The research described provides evidence that black patients are at higher risk of a more severe synovial fibrosis phenotype in a TGF-β1-dependent manner and this process may influence differences in OA symptom severity reported by the racial subgroups. Knowledge gained from this research should yield a more comprehensive view of each patient’s disease state and inform individualized treatment strategies.

Although there is no literature linking synovial fibrosis to similarities in genetics or development of other fibrotic conditions, we must note that a TGF-β receptor-activated, Smad-mediated pathway modulates the transcription of collagen for deposition into the extracellular matrix in various fibrotic diseases by indirect (e.g. pro-inflammatory) or direct (e.g. genetic polymorphisms) influences. For example, there are multiple genetic alterations known to cause enough dysfunction in this cascade to drive keloid formation², a condition that is predominant in black individuals.
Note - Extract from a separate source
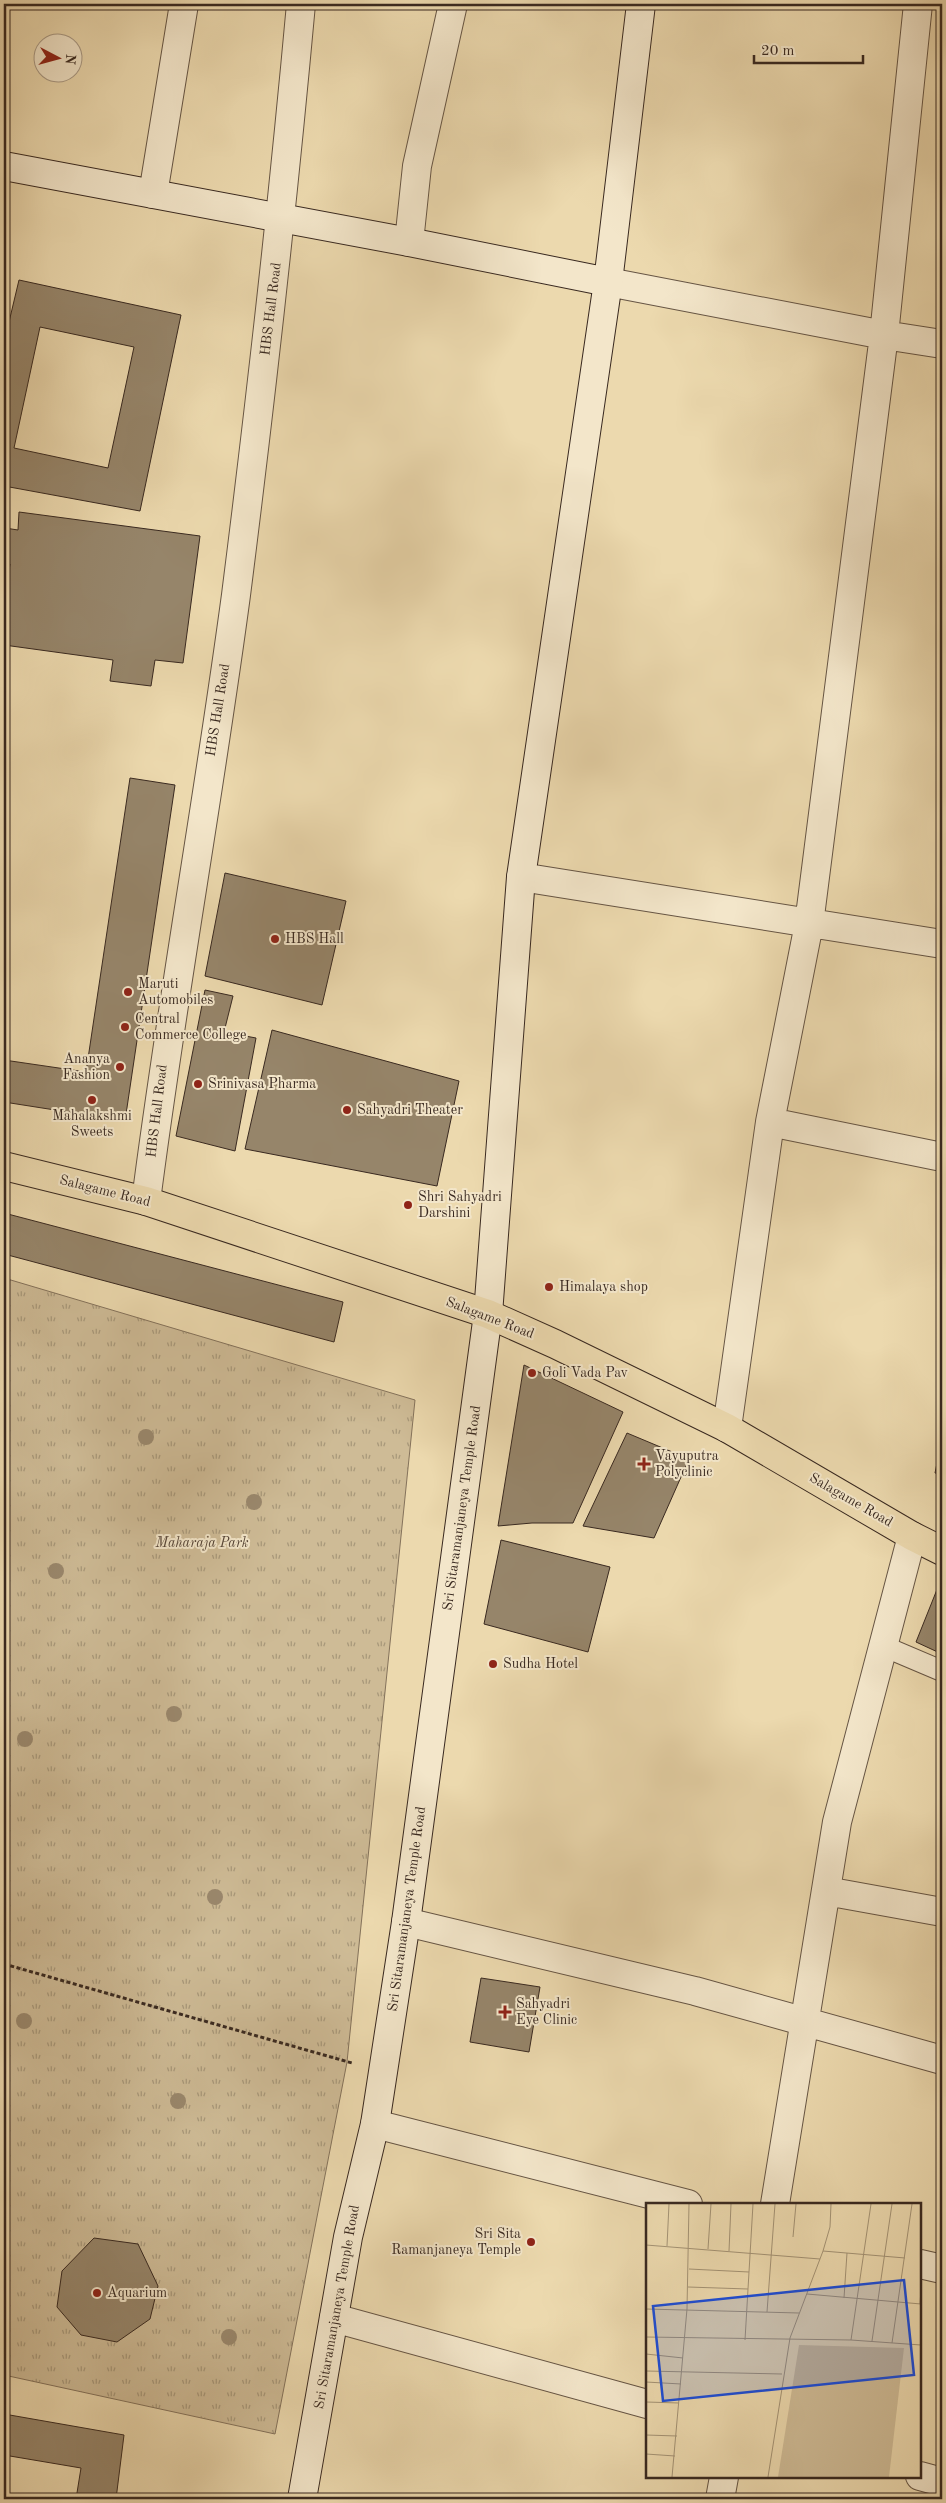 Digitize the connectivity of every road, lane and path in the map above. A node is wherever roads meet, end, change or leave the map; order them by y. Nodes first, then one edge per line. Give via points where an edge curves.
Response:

Although black patients are at higher risk of developing various conditions of exacerbated fibrosis such as keloid formation and scleroderma, this study is one of the first to demonstrate a similar trend of increased scarring within the joint capsule during OA relative to race. Therefore, after adjusting for co-variates and considering co-morbidities, OA-induced synovial fibrosis warrants more in-depth cellular (e.g. myofibroblast content), pro-fibrotic protein and transcriptome profiling upstream and downstream of  TGF-β1 in low- and high-risk patient populations to find the influencing stimuli or genetic alterations that may fuel such increases in the severity of synovial fibrosis.

References

1. Hodgeson SM, Jordan KE, O’Brien SY, Leonardi C, Dasa V, Marrero L. Race-Dependent Synovial Fibrosis May Impact Outcomes in Patients Undergoing Total Knee Arthroplasty. ORS 2019 Annual Meeting Paper No. 0133
2. Glass DA 2nd. Current Understanding of the Genetic Causes of Keloid Formation. J Investig Dermatol Symp Proc. 2017 Oct;18(2):S50-S53. doi: 10.1016/j.jisp.2016.10.024. Review. PMID: 28941494

Figure 1. Sections of synovium from OA patients can be stained by the picrosirius method. The dye specifically binds to collagen fibers and can be detected by either polarized or epifluorescence microscopy (shown) and quantified over total tissue area to highlight the severity of synovial fibrosis. (A) White patient with low fibrosis and (B) black patient with high fibrosis had equivalent histopathology scores for OA severity at the articular surface and synovitis grades measured using validated methods.